**WORK TASK**
Provide only the number of lines in the listing that contain the string "roads".

::::::::::

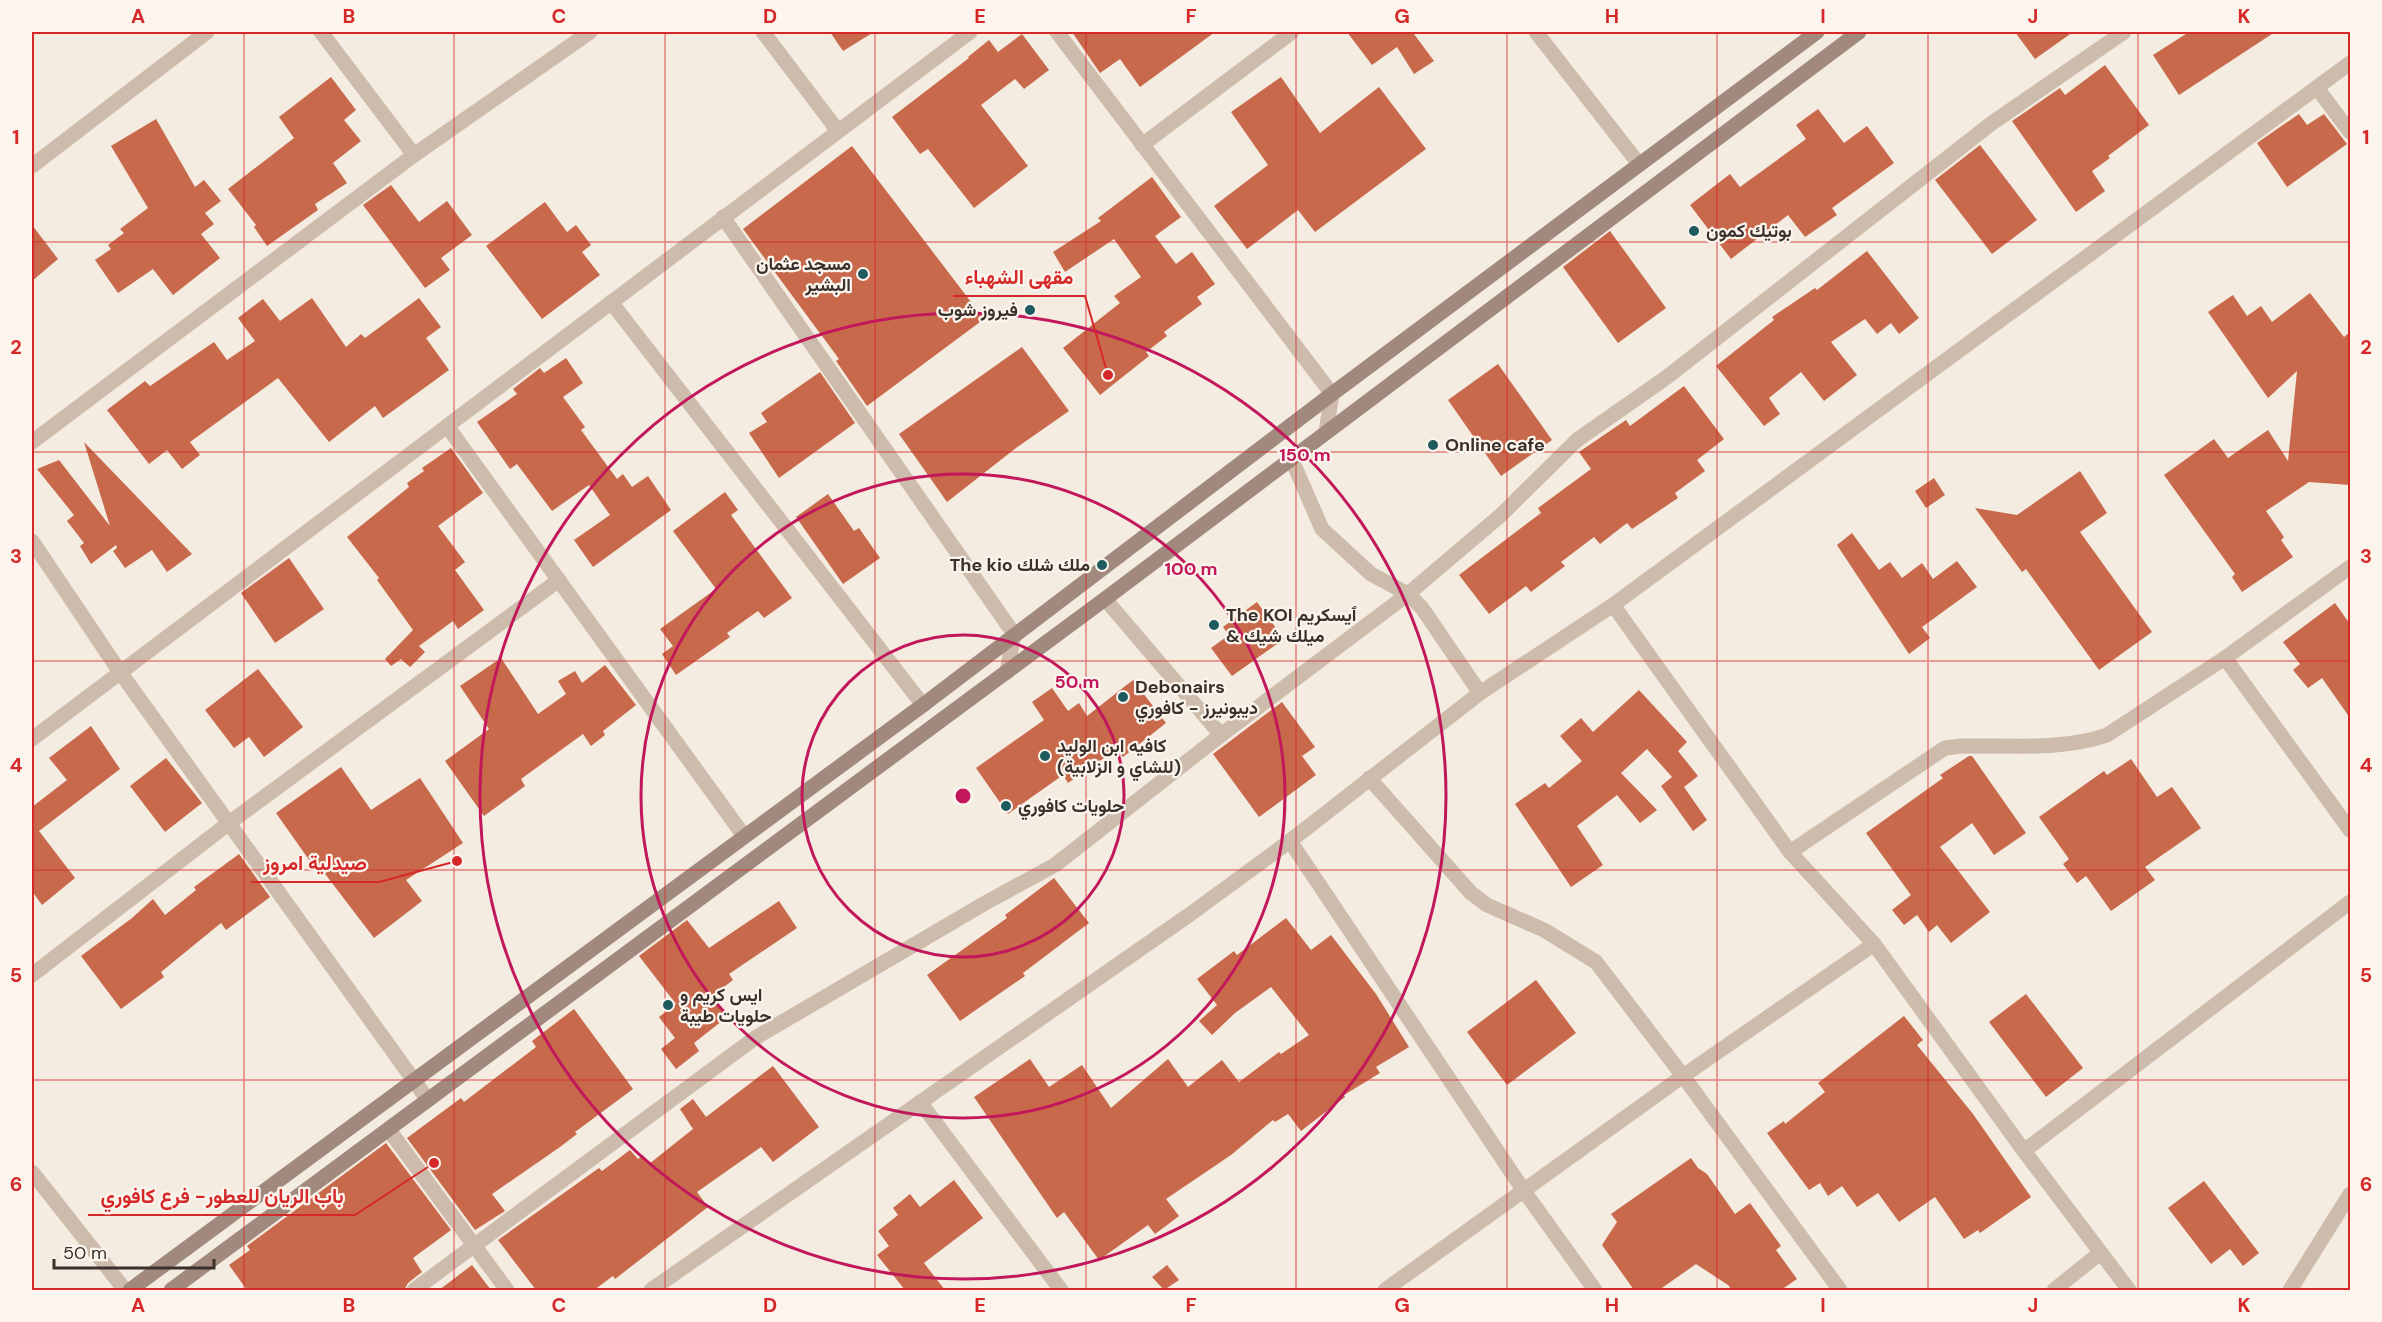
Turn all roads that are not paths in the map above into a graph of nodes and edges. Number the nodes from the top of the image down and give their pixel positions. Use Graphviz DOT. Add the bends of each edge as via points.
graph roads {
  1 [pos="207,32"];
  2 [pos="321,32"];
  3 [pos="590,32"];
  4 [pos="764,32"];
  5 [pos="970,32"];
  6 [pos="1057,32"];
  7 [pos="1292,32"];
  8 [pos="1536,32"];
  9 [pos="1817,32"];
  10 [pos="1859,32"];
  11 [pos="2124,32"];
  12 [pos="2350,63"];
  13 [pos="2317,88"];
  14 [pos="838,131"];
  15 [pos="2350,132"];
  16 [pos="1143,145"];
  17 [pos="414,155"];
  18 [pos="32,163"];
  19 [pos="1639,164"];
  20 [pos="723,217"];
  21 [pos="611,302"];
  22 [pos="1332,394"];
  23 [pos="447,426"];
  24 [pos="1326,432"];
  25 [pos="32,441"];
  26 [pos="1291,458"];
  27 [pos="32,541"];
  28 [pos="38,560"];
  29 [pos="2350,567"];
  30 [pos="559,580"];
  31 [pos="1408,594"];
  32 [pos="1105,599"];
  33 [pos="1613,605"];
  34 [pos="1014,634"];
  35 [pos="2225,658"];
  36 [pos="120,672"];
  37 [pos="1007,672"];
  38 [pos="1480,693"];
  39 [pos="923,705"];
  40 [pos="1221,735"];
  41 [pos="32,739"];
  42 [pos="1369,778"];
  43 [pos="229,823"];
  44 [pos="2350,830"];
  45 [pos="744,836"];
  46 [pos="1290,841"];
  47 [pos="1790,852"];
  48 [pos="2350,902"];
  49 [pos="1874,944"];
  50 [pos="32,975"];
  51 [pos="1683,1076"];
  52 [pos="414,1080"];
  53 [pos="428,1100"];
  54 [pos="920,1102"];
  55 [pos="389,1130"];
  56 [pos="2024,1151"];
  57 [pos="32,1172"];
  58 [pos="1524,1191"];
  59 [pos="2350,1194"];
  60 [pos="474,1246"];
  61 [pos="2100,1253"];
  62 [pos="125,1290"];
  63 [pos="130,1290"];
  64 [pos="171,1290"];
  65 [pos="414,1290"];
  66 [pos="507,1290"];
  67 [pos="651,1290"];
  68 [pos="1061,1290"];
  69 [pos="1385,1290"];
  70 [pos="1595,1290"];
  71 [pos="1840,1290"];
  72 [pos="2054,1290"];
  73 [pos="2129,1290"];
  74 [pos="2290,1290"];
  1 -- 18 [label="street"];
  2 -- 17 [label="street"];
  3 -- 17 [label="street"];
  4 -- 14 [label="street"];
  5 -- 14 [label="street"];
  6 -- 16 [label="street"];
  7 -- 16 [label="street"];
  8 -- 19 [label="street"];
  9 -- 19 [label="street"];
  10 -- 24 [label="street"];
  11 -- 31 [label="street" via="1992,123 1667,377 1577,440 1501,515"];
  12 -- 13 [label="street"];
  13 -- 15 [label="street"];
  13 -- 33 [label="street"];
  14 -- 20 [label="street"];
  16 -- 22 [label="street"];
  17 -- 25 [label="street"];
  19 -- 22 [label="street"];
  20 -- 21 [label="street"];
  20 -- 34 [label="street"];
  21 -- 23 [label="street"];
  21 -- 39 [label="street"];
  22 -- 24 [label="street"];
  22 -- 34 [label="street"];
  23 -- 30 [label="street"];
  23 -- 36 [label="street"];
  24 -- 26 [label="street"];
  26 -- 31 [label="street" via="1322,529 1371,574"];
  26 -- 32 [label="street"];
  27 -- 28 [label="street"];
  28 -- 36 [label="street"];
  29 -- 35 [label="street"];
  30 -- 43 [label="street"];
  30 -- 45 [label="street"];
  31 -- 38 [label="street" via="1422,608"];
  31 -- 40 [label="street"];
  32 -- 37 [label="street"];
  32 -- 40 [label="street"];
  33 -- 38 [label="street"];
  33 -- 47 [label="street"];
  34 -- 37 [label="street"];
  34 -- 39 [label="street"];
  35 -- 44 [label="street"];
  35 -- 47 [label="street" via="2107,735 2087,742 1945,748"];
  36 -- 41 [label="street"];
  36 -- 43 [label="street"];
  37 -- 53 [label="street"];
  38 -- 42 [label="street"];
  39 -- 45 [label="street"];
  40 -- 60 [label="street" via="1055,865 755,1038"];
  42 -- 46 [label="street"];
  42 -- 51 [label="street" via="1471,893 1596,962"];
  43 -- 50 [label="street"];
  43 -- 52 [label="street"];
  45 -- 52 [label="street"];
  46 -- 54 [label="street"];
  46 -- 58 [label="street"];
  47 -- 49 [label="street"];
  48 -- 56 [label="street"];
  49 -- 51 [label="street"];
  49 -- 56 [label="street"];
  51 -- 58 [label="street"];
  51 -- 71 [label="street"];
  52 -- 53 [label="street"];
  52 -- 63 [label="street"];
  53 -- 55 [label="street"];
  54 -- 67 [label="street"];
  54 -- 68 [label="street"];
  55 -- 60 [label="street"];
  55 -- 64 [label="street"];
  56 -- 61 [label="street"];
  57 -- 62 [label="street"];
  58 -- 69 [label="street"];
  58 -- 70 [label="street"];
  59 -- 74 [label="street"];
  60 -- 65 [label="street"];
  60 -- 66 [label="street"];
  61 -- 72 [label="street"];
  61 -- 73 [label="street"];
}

::::::::::

**RESULT OF THE TASK**
2